“Kellim kellim la yenf’e” diye bir ifade var. Türkçe ifadesi galiba şu olmalı “söyleye söyleye dilimde tüy bitti” çünkü söylüyoruz, yazıyoruz ama bir kulaktan giriyor diğerinden çıkıyor.
Malumunuz Devlet üç ana erkten oluşuyor; Yasama, Yürütme, Yargı bu üç kavram ve onlara bağlı kurum ve kuruluşlardan oluşur. Ama bunların da en başında Yasama organı olan Meclis geliyor, onun için hinlik düşünen herkesin gözü meclistedir. İyi bir Meclis, nitelikli bir Meclis, muktedir bir Meclisin oluşması istenmiyor.
Yargıya ve yürütmeye adam seçerken kılı kırk yaranlar, Meclise vekil seçerler mümkün olduğu kadar kalitesi düşün insanlar arıyorlar, %10 düzeyinde meclis yönetimi hariç diğerleri parmak kaldır, indir için vekil oluyor.
1-Vekil adayı olmak için kayda değer bir kriter yok,
2-Seçim sistemi hileli,
3-Liste yöntemiyle vekil seçmek ayrı bir dert…
Sadece bu üçünü bir arada düşündüğünüz zaman dahi meclise vekil gibi vekilin gitmesi nerdeyse imkansız. Ancak Liderler isterse gidebilir.
Meclisin iki ana vazifesi var; Yasama ve Kurumları denetleme, gel gör ki vekillerin en pasif olduğu sahalardır.
Kısacası “ne oldur, ne öldür” meclis olsun ama bir şeye de karışmasın, vekillerin önüne verdiğimiz yasaları, sözleşmeleri, teskereleri kabul ya da reddetsin yeter.
Onun için yazının başlığını haklı olarak seçtim: “Vekil misiniz Bostan korkuluğu mu?” hani yeni sistemde güya Meclis Cumhurbaşkanlığı hükümet sistemine bir denge olacaktı, onu bırak bir sürü hayatımıza sıkıntı veren yasalar var, onları dahi düzeltmiyor. Milletin vekili şirret feministlerden korkuyor.
Üç yıldır Türkiye Aile Meclisi olarak İstanbul Sözleşmesinin hayata verdiği sıkıntıyı Aileye verdiği zayiatı, kişiye verdiği mutsuzluğu basbas bağırıyoruz, Macaristan meclisi bizi duydu, Putin’e sesimiz gitti, Estonya ve Letonya’da sesimiz yankı buldu, ama Meclisimiz duymazlıktan geliyor.
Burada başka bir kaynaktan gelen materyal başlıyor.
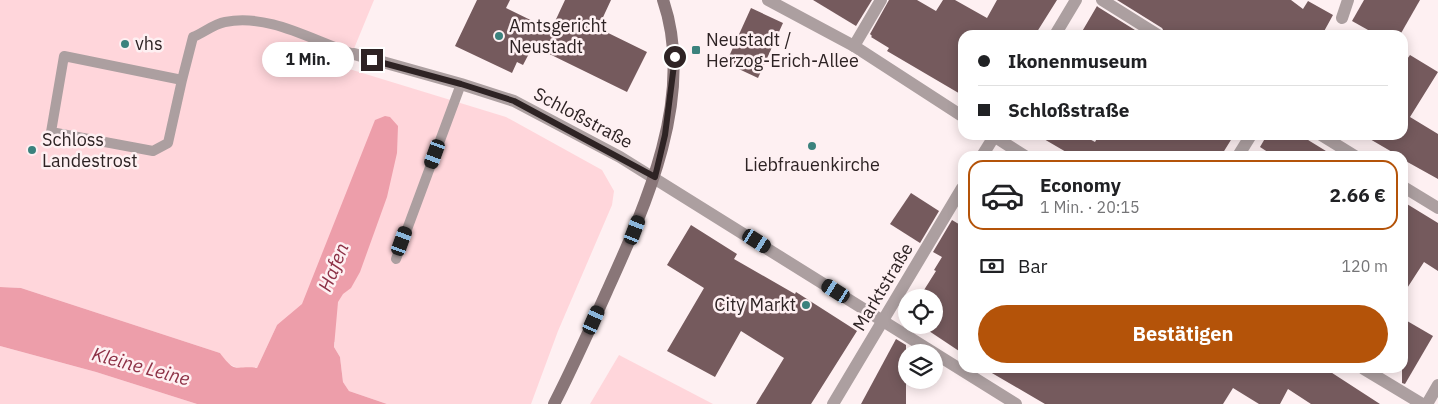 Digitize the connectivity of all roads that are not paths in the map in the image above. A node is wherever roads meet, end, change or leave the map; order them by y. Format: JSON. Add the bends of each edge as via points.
{"nodes":[{"id":1,"x":663,"y":0,"type":"edge"},
{"id":2,"x":768,"y":0,"type":"edge"},
{"id":3,"x":881,"y":0,"type":"edge"},
{"id":4,"x":1076,"y":0,"type":"edge"},
{"id":5,"x":1102,"y":0,"type":"edge"},
{"id":6,"x":1348,"y":0,"type":"edge"},
{"id":7,"x":1342,"y":18,"type":"dead end"},
{"id":8,"x":1058,"y":30,"type":"edge"},
{"id":9,"x":1150,"y":30,"type":"edge"},
{"id":10,"x":854,"y":46,"type":"junction"},
{"id":11,"x":354,"y":54,"type":"joint"},
{"id":12,"x":182,"y":80,"type":"junction"},
{"id":13,"x":461,"y":84,"type":"junction"},
{"id":14,"x":958,"y":113,"type":"edge"},
{"id":15,"x":991,"y":140,"type":"edge"},
{"id":16,"x":1001,"y":140,"type":"edge"},
{"id":17,"x":1248,"y":140,"type":"edge"},
{"id":18,"x":1329,"y":140,"type":"edge"},
{"id":19,"x":985,"y":151,"type":"edge"},
{"id":20,"x":1018,"y":151,"type":"edge"},
{"id":21,"x":1241,"y":151,"type":"edge"},
{"id":22,"x":1347,"y":151,"type":"edge"},
{"id":23,"x":655,"y":177,"type":"junction"},
{"id":24,"x":1408,"y":190,"type":"edge"},
{"id":25,"x":958,"y":195,"type":"edge"},
{"id":26,"x":1438,"y":208,"type":"edge"},
{"id":27,"x":396,"y":259,"type":"dead end"},
{"id":28,"x":883,"y":320,"type":"junction"},
{"id":29,"x":958,"y":367,"type":"edge"},
{"id":30,"x":967,"y":373,"type":"edge"},
{"id":31,"x":1371,"y":373,"type":"edge"},
{"id":32,"x":1438,"y":385,"type":"edge"},
{"id":33,"x":554,"y":404,"type":"edge"},
{"id":34,"x":833,"y":404,"type":"edge"},
{"id":35,"x":1016,"y":404,"type":"edge"},
{"id":36,"x":1422,"y":404,"type":"edge"},
{"id":37,"x":1427,"y":404,"type":"edge"}],
"edges":[{"from":1,"to":23,"type":"main road","via":[[675,57],[665,135]]},
{"from":2,"to":10,"type":"street"},
{"from":3,"to":10,"type":"street"},
{"from":4,"to":8,"type":"street"},
{"from":5,"to":9,"type":"street"},
{"from":6,"to":7,"type":"street"},
{"from":10,"to":14,"type":"street"},
{"from":11,"to":12,"type":"lane","name":"Schloßstraße","via":[[269,24],[249,20],[223,22],[194,38]]},
{"from":11,"to":13,"type":"street","name":"Schloßstraße"},
{"from":12,"to":12,"type":"lane","name":"Schloßstraße","via":[[64,56],[51,132],[153,151],[168,143]]},
{"from":13,"to":23,"type":"street","name":"Schloßstraße","via":[[514,101]]},
{"from":13,"to":27,"type":"lane"},
{"from":15,"to":19,"type":"street"},
{"from":16,"to":20,"type":"street"},
{"from":17,"to":21,"type":"street"},
{"from":18,"to":22,"type":"street"},
{"from":23,"to":28,"type":"street","name":"Schloßstraße"},
{"from":23,"to":33,"type":"main road","via":[[635,230]]},
{"from":24,"to":26,"type":"street"},
{"from":25,"to":28,"type":"street","name":"Marktstraße"},
{"from":28,"to":29,"type":"street","name":"Schloßstraße"},
{"from":28,"to":34,"type":"street","name":"Marktstraße"},
{"from":30,"to":35,"type":"street","name":"Schloßstraße"},
{"from":31,"to":36,"type":"street"},
{"from":32,"to":37,"type":"street"}]} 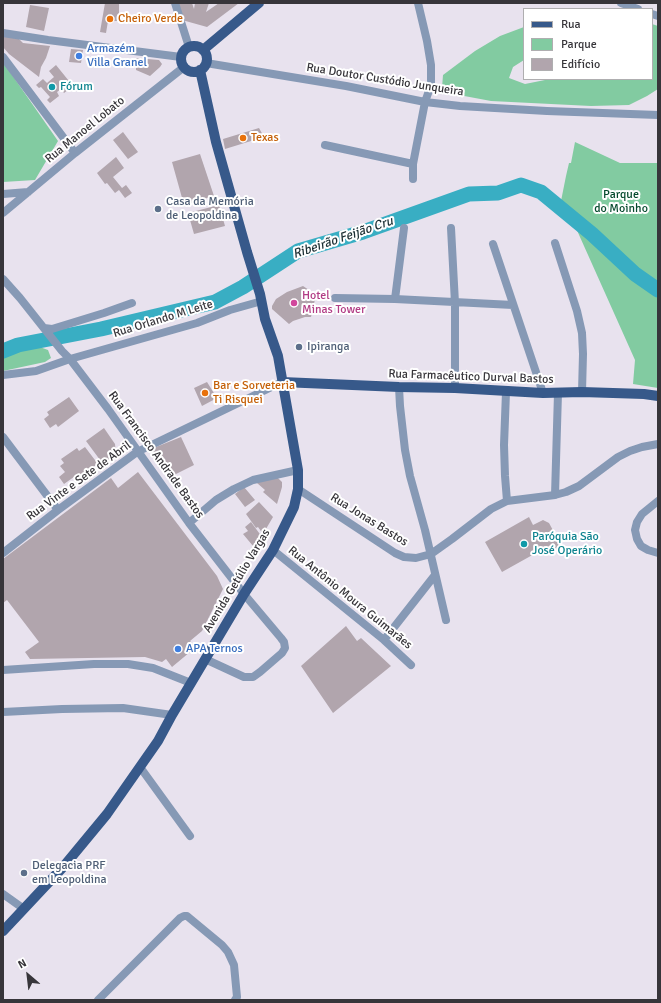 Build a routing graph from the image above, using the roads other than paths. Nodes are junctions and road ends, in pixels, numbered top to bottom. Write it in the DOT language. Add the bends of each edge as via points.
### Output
graph roads {
  1 [pos="175,3"];
  2 [pos="259,3"];
  3 [pos="418,3"];
  4 [pos="621,3"];
  5 [pos="635,8"];
  6 [pos="3,32"];
  7 [pos="188,47"];
  8 [pos="203,50"];
  9 [pos="3,57"];
  10 [pos="181,57"];
  11 [pos="184,67"];
  12 [pos="203,67"];
  13 [pos="425,102"];
  14 [pos="658,114"];
  15 [pos="325,145"];
  16 [pos="75,153"];
  17 [pos="413,164"];
  18 [pos="413,179"];
  19 [pos="28,192"];
  20 [pos="3,194"];
  21 [pos="3,198"];
  22 [pos="4,212"];
  23 [pos="404,228"];
  24 [pos="451,228"];
  25 [pos="555,243"];
  26 [pos="493,244"];
  27 [pos="3,279"];
  28 [pos="261,298"];
  29 [pos="335,298"];
  30 [pos="394,299"];
  31 [pos="132,303"];
  32 [pos="455,303"];
  33 [pos="513,305"];
  34 [pos="46,331"];
  35 [pos="70,359"];
  36 [pos="3,375"];
  37 [pos="282,382"];
  38 [pos="399,387"];
  39 [pos="455,388"];
  40 [pos="506,392"];
  41 [pos="582,392"];
  42 [pos="543,393"];
  43 [pos="558,393"];
  44 [pos="658,396"];
  45 [pos="3,437"];
  46 [pos="658,444"];
  47 [pos="137,452"];
  48 [pos="298,470"];
  49 [pos="298,489"];
  50 [pos="555,495"];
  51 [pos="507,501"];
  52 [pos="658,501"];
  53 [pos="58,510"];
  54 [pos="189,523"];
  55 [pos="273,550"];
  56 [pos="3,553"];
  57 [pos="658,553"];
  58 [pos="430,554"];
  59 [pos="435,575"];
  60 [pos="244,594"];
  61 [pos="446,620"];
  62 [pos="384,640"];
  63 [pos="205,659"];
  64 [pos="412,664"];
  65 [pos="3,670"];
  66 [pos="191,683"];
  67 [pos="3,712"];
  68 [pos="172,715"];
  69 [pos="140,767"];
  70 [pos="190,836"];
  71 [pos="3,894"];
  72 [pos="24,909"];
  73 [pos="3,931"];
  74 [pos="98,1000"];
  75 [pos="236,1000"];
  1 -- 7 [label="street"];
  2 -- 8 [label="main road"];
  3 -- 13 [label="street" via="431,65 431,85"];
  4 -- 5 [label="street"];
  6 -- 10 [label="street"];
  7 -- 8 [label="main road"];
  7 -- 10 [label="main road"];
  8 -- 12 [label="main road" via="206,56"];
  9 -- 16 [label="street"];
  10 -- 11 [label="main road"];
  11 -- 12 [label="main road" via="191,72"];
  11 -- 16 [label="street, Rua Manoel Lobato"];
  12 -- 13 [label="street, Rua Doutor Custódio Junqueira" via="346,86"];
  12 -- 28 [label="main road, Avenida Getúlio Vargas" via="216,142"];
  13 -- 14 [label="street, Rua Doutor Custódio Junqueira" via="547,111"];
  13 -- 17 [label="street"];
  15 -- 17 [label="street"];
  16 -- 19 [label="street, Rua Manoel Lobato"];
  17 -- 18 [label="street"];
  19 -- 20 [label="street"];
  19 -- 22 [label="street, Rua Manoel Lobato"];
  21 -- 22 [label="street" via="6,203"];
  23 -- 30 [label="street"];
  24 -- 32 [label="street"];
  25 -- 41 [label="street" via="582,333"];
  26 -- 33 [label="street"];
  27 -- 34 [label="street, Rua Francisco Andrade Bastos"];
  28 -- 35 [label="street, Rua Orlando M Leite" via="190,324"];
  28 -- 37 [label="main road, Avenida Getúlio Vargas" via="265,319 278,356"];
  29 -- 30 [label="street"];
  30 -- 32 [label="street"];
  31 -- 34 [label="street"];
  32 -- 33 [label="street"];
  32 -- 39 [label="street"];
  33 -- 42 [label="street"];
  34 -- 35 [label="street, Rua Francisco Andrade Bastos"];
  35 -- 36 [label="street, Rua Orlando M Leite" via="36,371"];
  35 -- 47 [label="street, Rua Francisco Andrade Bastos"];
  37 -- 38 [label="main road, Rua Farmacêutico Durval Bastos"];
  37 -- 47 [label="street, Rua Vinte e Sete de Abril"];
  37 -- 48 [label="main road, Avenida Getúlio Vargas"];
  38 -- 39 [label="main road, Rua Farmacêutico Durval Bastos"];
  38 -- 58 [label="street" via="405,450"];
  39 -- 40 [label="main road, Rua Farmacêutico Durval Bastos"];
  40 -- 42 [label="main road, Rua Farmacêutico Durval Bastos"];
  40 -- 51 [label="street" via="504,445"];
  41 -- 43 [label="main road, Rua Farmacêutico Durval Bastos"];
  41 -- 44 [label="main road, Rua Farmacêutico Durval Bastos"];
  42 -- 43 [label="main road, Rua Farmacêutico Durval Bastos"];
  43 -- 50 [label="street"];
  45 -- 53 [label="street"];
  46 -- 50 [label="street" via="630,451 579,486"];
  47 -- 53 [label="street, Rua Vinte e Sete de Abril"];
  47 -- 54 [label="street, Rua Francisco Andrade Bastos"];
  48 -- 49 [label="main road, Avenida Getúlio Vargas"];
  48 -- 54 [label="street" via="253,480 234,489 216,500"];
  49 -- 55 [label="main road, Avenida Getúlio Vargas" via="294,507"];
  49 -- 58 [label="street, Rua Jonas Bastos" via="395,553 416,558"];
  50 -- 51 [label="street"];
  51 -- 58 [label="street"];
  52 -- 57 [label="street" via="642,514 635,530 641,546"];
  53 -- 56 [label="street, Rua Vinte e Sete de Abril"];
  54 -- 60 [label="street, Rua Francisco Andrade Bastos"];
  55 -- 60 [label="main road, Avenida Getúlio Vargas"];
  55 -- 62 [label="street, Rua Antônio Moura Guimarães"];
  58 -- 59 [label="street"];
  59 -- 61 [label="street"];
  59 -- 62 [label="street"];
  60 -- 63 [label="main road, Avenida Getúlio Vargas"];
  60 -- 63 [label="street, Rua Francisco Andrade Bastos" via="281,638 285,648 260,672 248,678"];
  62 -- 64 [label="street, Rua Antônio Moura Guimarães"];
  63 -- 66 [label="main road, Avenida Getúlio Vargas"];
  65 -- 66 [label="street" via="128,664 153,668"];
  66 -- 68 [label="main road, Avenida Getúlio Vargas"];
  67 -- 68 [label="street" via="62,708 123,708"];
  68 -- 69 [label="main road, Avenida Getúlio Vargas"];
  69 -- 70 [label="street"];
  69 -- 72 [label="main road, Avenida Getúlio Vargas" via="107,814"];
  71 -- 72 [label="street"];
  72 -- 73 [label="main road, Avenida Getúlio Vargas"];
  74 -- 75 [label="street" via="184,916 228,952 234,964"];
}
Cumhurbaşkanımız, Ak Parti Genel Başkan vekili, İç İşleri bakanımız bu konuda bir sıkıntı var dedi, ama Meclisten çıt yok, bu nasıl iş arkadaş!
6284 numaralı yasa çarpık haliyle bir milyona aşkın aileyi dağıttı “kadının beyanı esastır” maddesiyle yüz binlerce erkek evinden atıldı, buna bir ıslah lazım diyoruz, kılını kıpırdayan yok. Ben bir vatandaş olarak her hafta bu konuda bir şeyler yazıyor çiziyor, bu sorunu gündemde tutma çabasını sarf ederken, çok az vekil bunu dert ediniyor.
Vekil beg vekil beg!
2023 seçimlerinde vatandaşın sana soracağı birinci soru, İstanbul sözleşmesi için ne yaptınız?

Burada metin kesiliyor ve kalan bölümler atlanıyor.